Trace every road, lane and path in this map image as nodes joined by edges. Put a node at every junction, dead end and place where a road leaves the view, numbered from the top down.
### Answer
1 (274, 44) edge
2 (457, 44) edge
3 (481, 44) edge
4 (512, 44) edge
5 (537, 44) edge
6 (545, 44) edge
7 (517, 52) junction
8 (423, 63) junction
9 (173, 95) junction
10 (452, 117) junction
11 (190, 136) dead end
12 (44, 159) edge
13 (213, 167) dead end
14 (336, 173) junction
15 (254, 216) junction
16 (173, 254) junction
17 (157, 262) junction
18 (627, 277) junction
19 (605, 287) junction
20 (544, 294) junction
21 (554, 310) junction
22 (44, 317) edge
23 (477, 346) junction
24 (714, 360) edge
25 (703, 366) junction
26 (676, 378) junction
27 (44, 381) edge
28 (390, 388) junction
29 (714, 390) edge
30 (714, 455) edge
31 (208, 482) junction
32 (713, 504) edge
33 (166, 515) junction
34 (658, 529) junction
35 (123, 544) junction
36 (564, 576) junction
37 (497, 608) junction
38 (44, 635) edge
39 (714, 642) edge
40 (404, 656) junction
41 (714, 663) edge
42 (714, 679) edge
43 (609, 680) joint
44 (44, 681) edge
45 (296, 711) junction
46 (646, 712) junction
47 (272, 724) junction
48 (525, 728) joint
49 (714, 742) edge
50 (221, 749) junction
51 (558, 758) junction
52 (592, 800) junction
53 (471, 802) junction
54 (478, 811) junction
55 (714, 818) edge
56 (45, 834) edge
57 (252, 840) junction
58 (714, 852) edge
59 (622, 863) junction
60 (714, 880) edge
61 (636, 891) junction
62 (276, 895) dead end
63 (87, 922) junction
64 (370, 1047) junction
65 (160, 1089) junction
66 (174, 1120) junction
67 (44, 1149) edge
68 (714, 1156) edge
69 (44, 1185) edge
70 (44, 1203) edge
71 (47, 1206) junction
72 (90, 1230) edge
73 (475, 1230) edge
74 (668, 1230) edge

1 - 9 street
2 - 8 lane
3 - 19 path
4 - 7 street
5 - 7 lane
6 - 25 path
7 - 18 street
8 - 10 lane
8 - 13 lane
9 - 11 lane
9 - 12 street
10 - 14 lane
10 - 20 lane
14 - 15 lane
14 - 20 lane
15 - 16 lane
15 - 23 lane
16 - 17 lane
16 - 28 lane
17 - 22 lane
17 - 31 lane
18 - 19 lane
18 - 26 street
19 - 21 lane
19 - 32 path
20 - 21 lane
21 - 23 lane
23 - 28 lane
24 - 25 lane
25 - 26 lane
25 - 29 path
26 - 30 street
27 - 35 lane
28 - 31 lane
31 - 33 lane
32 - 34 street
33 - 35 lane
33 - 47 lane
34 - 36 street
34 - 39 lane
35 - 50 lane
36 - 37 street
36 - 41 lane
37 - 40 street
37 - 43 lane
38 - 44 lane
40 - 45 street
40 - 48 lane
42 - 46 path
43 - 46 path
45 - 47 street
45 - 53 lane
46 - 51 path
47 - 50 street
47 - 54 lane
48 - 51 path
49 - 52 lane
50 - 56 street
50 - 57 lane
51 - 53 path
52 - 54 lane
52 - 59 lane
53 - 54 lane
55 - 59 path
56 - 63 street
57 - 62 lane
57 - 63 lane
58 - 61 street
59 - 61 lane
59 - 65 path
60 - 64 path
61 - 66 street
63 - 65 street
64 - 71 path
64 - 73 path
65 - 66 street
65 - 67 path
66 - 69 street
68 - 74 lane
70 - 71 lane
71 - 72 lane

EXERCISE BRIEF
Go through the listing, find each line with the word "dead", and copy it.

ANSWER FOR THE TASK
Trace every road, lane and path in this map image as nodes joined by edges. Put a node at every junction, dead end and place where a road leaves the view, numbered from the top down.
11 (190, 136) dead end
13 (213, 167) dead end
62 (276, 895) dead end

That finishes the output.